Later he moved to Hollywood where he appeared in Alfred Hitchcock Presents in 1959, as well other television series such as The Barbara Stanwyck Show.
On his return to Britain he appeared at the Nottingham Playhouse, the Royal Lyceum Theatre in Edinburgh, the Young Vic, the National Theatre, the Royal Shakespeare Company and the Bristol Old Victoria In 1984 with the Royal Society of Chemistry he appeared in Richard III and Love"s Labour"s Lost.
With the same company he appeared in Henry V, playing both the Archbishop of Canterbury and the Duke of Burgundy. He played the latter role in the 1989 film version for Kenneth Branagh.
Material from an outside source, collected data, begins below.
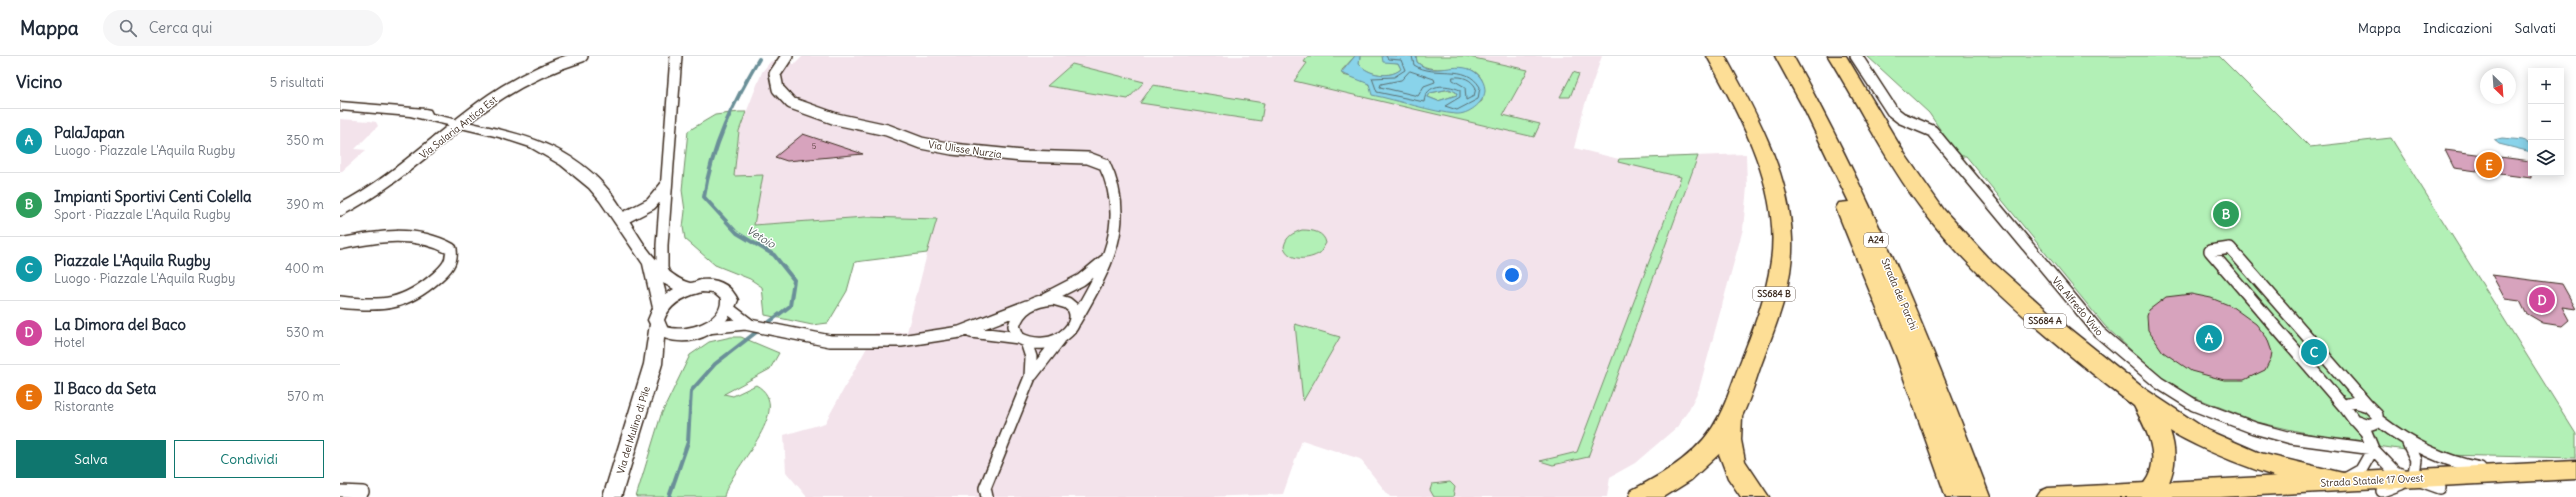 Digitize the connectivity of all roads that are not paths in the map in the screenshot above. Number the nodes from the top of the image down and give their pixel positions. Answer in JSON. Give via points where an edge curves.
{"nodes":[{"id":1,"x":582,"y":56,"type":"edge"},
{"id":2,"x":676,"y":56,"type":"edge"},
{"id":3,"x":787,"y":56,"type":"edge"},
{"id":4,"x":1716,"y":56,"type":"edge"},
{"id":5,"x":1770,"y":56,"type":"edge"},
{"id":6,"x":1784,"y":56,"type":"edge"},
{"id":7,"x":1837,"y":56,"type":"edge"},
{"id":8,"x":1856,"y":56,"type":"edge"},
{"id":9,"x":340,"y":106,"type":"edge"},
{"id":10,"x":415,"y":113,"type":"junction"},
{"id":11,"x":469,"y":116,"type":"junction"},
{"id":12,"x":457,"y":126,"type":"junction"},
{"id":13,"x":512,"y":136,"type":"junction"},
{"id":14,"x":666,"y":185,"type":"junction"},
{"id":15,"x":340,"y":210,"type":"edge"},
{"id":16,"x":622,"y":219,"type":"junction"},
{"id":17,"x":340,"y":244,"type":"edge"},
{"id":18,"x":1109,"y":257,"type":"junction"},
{"id":19,"x":649,"y":262,"type":"junction"},
{"id":20,"x":665,"y":278,"type":"junction"},
{"id":21,"x":690,"y":288,"type":"junction"},
{"id":22,"x":1044,"y":300,"type":"junction"},
{"id":23,"x":340,"y":302,"type":"edge"},
{"id":24,"x":1027,"y":306,"type":"junction"},
{"id":25,"x":340,"y":308,"type":"edge"},
{"id":26,"x":661,"y":308,"type":"junction"},
{"id":27,"x":360,"y":311,"type":"dead end"},
{"id":28,"x":731,"y":311,"type":"junction"},
{"id":29,"x":1075,"y":321,"type":"junction"},
{"id":30,"x":751,"y":325,"type":"junction"},
{"id":31,"x":657,"y":326,"type":"junction"},
{"id":32,"x":701,"y":331,"type":"junction"},
{"id":33,"x":960,"y":332,"type":"junction"},
{"id":34,"x":1062,"y":337,"type":"junction"},
{"id":35,"x":1022,"y":340,"type":"junction"},
{"id":36,"x":653,"y":364,"type":"junction"},
{"id":37,"x":1030,"y":378,"type":"junction"},
{"id":38,"x":2134,"y":392,"type":"junction"},
{"id":39,"x":2368,"y":406,"type":"junction"},
{"id":40,"x":2346,"y":409,"type":"junction"},
{"id":41,"x":1732,"y":413,"type":"junction"},
{"id":42,"x":2378,"y":420,"type":"junction"},
{"id":43,"x":2356,"y":422,"type":"junction"},
{"id":44,"x":1944,"y":431,"type":"junction"},
{"id":45,"x":2407,"y":442,"type":"junction"},
{"id":46,"x":2373,"y":450,"type":"junction"},
{"id":47,"x":2576,"y":470,"type":"edge"},
{"id":48,"x":2522,"y":473,"type":"junction"},
{"id":49,"x":2409,"y":478,"type":"junction"},
{"id":50,"x":2338,"y":481,"type":"junction"},
{"id":51,"x":2576,"y":481,"type":"edge"},
{"id":52,"x":2440,"y":488,"type":"junction"},
{"id":53,"x":340,"y":491,"type":"edge"},
{"id":54,"x":2382,"y":491,"type":"junction"},
{"id":55,"x":363,"y":492,"type":"dead end"},
{"id":56,"x":2148,"y":494,"type":"edge"},
{"id":57,"x":612,"y":497,"type":"edge"},
{"id":58,"x":987,"y":497,"type":"edge"},
{"id":59,"x":1641,"y":497,"type":"edge"},
{"id":60,"x":1757,"y":497,"type":"edge"},
{"id":61,"x":1958,"y":497,"type":"edge"},
{"id":62,"x":1978,"y":497,"type":"edge"},
{"id":63,"x":2048,"y":497,"type":"edge"},
{"id":64,"x":2277,"y":497,"type":"edge"}],
"edges":[{"from":1,"to":11,"type":"street","name":"Via Salaria Antica Est","via":[[518,83]]},
{"from":2,"to":14,"type":"street"},
{"from":3,"to":18,"type":"street","name":"Via Ulisse Nurzia","via":[[775,74],[778,89],[788,101],[808,110],[952,150],[1098,160],[1109,172],[1117,206]]},
{"from":4,"to":41,"type":"highway","number":"SS684 B","via":[[1766,161],[1776,192],[1782,227],[1781,259],[1774,295]]},
{"from":5,"to":44,"type":"highway","name":"Strada dei Parchi","number":"A24","via":[[1831,174],[1907,356]]},
{"from":6,"to":44,"type":"highway","name":"Strada dei Parchi","number":"A24","via":[[1808,97],[1855,192],[1889,269]]},
{"from":7,"to":38,"type":"highway","number":"SS684 A","via":[[1918,188],[1944,223],[2017,296]]},
{"from":8,"to":46,"type":"street","name":"Via Alfredo Vivio","via":[[1892,111],[1901,118],[1932,131],[2099,332],[2159,383],[2194,405],[2254,428],[2291,438]]},
{"from":9,"to":10,"type":"street"},
{"from":10,"to":11,"type":"street"},
{"from":10,"to":12,"type":"street"},
{"from":11,"to":12,"type":"street","name":"Via Salaria Antica Est"},
{"from":11,"to":13,"type":"street","via":[[491,123]]},
{"from":12,"to":13,"type":"street"},
{"from":12,"to":15,"type":"street","name":"Via Salaria Antica Est","via":[[392,179]]},
{"from":13,"to":16,"type":"street","via":[[534,144],[575,168],[593,184]]},
{"from":14,"to":16,"type":"street","via":[[651,204]]},
{"from":14,"to":20,"type":"street","via":[[662,258]]},
{"from":16,"to":19,"type":"street"},
{"from":17,"to":23,"type":"street","via":[[402,236],[441,243],[451,249],[453,257],[450,265],[419,294],[408,300],[366,306]]},
{"from":18,"to":22,"type":"street","via":[[1081,280]]},
{"from":18,"to":29,"type":"street","name":"Via Ulisse Nurzia"},
{"from":19,"to":20,"type":"street"},
{"from":19,"to":26,"type":"street"},
{"from":20,"to":21,"type":"street"},
{"from":21,"to":26,"type":"street"},
{"from":21,"to":28,"type":"street","via":[[722,288],[730,300]]},
{"from":22,"to":24,"type":"street"},
{"from":22,"to":29,"type":"street","via":[[1057,299],[1069,303],[1076,314]]},
{"from":24,"to":33,"type":"street"},
{"from":24,"to":35,"type":"street","via":[[1015,319],[1015,332]]},
{"from":25,"to":27,"type":"street"},
{"from":26,"to":31,"type":"street","name":"Via del Mulino di Pile","via":[[656,320]]},
{"from":28,"to":30,"type":"street"},
{"from":28,"to":32,"type":"street","name":"Via del Mulino di Pile"},
{"from":29,"to":34,"type":"street"},
{"from":30,"to":32,"type":"street","via":[[725,325]]},
{"from":30,"to":33,"type":"street","via":[[830,341],[915,339]]},
{"from":31,"to":32,"type":"street","via":[[661,331],[676,336]]},
{"from":31,"to":36,"type":"street","name":"Via del Mulino di Pile"},
{"from":32,"to":36,"type":"street","name":"Via del Mulino di Pile","via":[[670,346]]},
{"from":33,"to":35,"type":"street","via":[[982,332]]},
{"from":34,"to":35,"type":"street","via":[[1043,344]]},
{"from":34,"to":37,"type":"street"},
{"from":35,"to":37,"type":"street","via":[[1031,357]]},
{"from":36,"to":57,"type":"street","name":"Via del Mulino di Pile"},
{"from":37,"to":58,"type":"street","via":[[985,488]]},
{"from":38,"to":50,"type":"highway","number":"SS684 A","via":[[2182,427],[2218,445],[2279,468]]},
{"from":38,"to":56,"type":"highway","number":"SS684 A","via":[[2153,418],[2163,448],[2163,469]]},
{"from":39,"to":40,"type":"street","via":[[2355,402],[2348,404]]},
{"from":39,"to":40,"type":"street","via":[[2230,248],[2210,250]]},
{"from":39,"to":42,"type":"street","via":[[2375,412]]},
{"from":40,"to":43,"type":"street"},
{"from":41,"to":59,"type":"highway","number":"SS684 B","via":[[1716,440],[1688,468],[1663,486]]},
{"from":41,"to":60,"type":"highway","number":"SS684 B","via":[[1729,435],[1732,464],[1741,481]]},
{"from":42,"to":43,"type":"street","via":[[2371,425]]},
{"from":42,"to":45,"type":"street"},
{"from":43,"to":46,"type":"street","via":[[2366,432]]},
{"from":44,"to":61,"type":"highway","name":"Strada dei Parchi","number":"A24"},
{"from":44,"to":62,"type":"highway","name":"Strada dei Parchi","number":"A24"},
{"from":45,"to":48,"type":"street","via":[[2453,464]]},
{"from":45,"to":49,"type":"street","via":[[2413,451],[2416,465],[2414,474]]},
{"from":46,"to":49,"type":"street","via":[[2388,467]]},
{"from":46,"to":50,"type":"street","via":[[2362,470]]},
{"from":47,"to":48,"type":"main road","name":"Strada Statale 17 Ovest"},
{"from":48,"to":49,"type":"main road","name":"Strada Statale 17 Ovest"},
{"from":49,"to":50,"type":"main road","name":"Strada Statale 17 Ovest"},
{"from":49,"to":52,"type":"street"},
{"from":49,"to":54,"type":"street"},
{"from":50,"to":56,"type":"main road","name":"Strada Statale 17 Ovest"},
{"from":51,"to":52,"type":"main road","name":"Strada Statale 17 Ovest"},
{"from":52,"to":54,"type":"main road","name":"Strada Statale 17 Ovest"},
{"from":53,"to":55,"type":"street"},
{"from":54,"to":64,"type":"main road","name":"Strada Statale 17 Ovest"},
{"from":56,"to":63,"type":"main road","name":"Strada Statale 17 Ovest"}]} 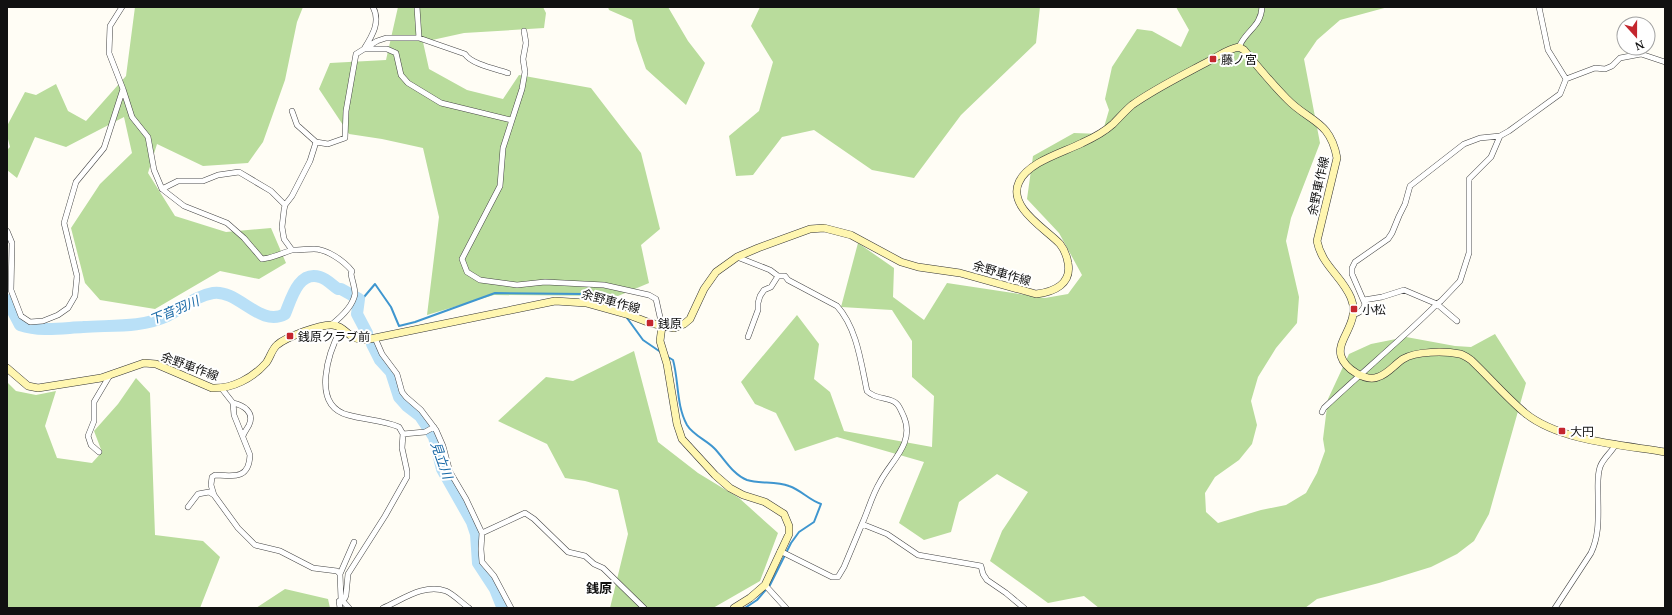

In 1991 he appeared in Alan Bennett"s The Madness of George III, again at the National Theatre.
Maigret and the Mad Woman, as Pepito Giovanni His film roles included, Brazil (1984), and On stage he appeared in a musical version of Alice in Wonderland at the Lyric Theatre in Hammersmith in 1986, and made his operatic debut in Gilbert and Sullivan"s Ruddigore for a centenary performance in 1987 at Sadler"s Wells. He appeared in the Doctor Who serial The Happiness Patrol as Gilbert M, and later the British Broadcasting Corporation Radio 5 audio drama The Paradise of Death.
He died in London in 1993 after a short illness, aged 60.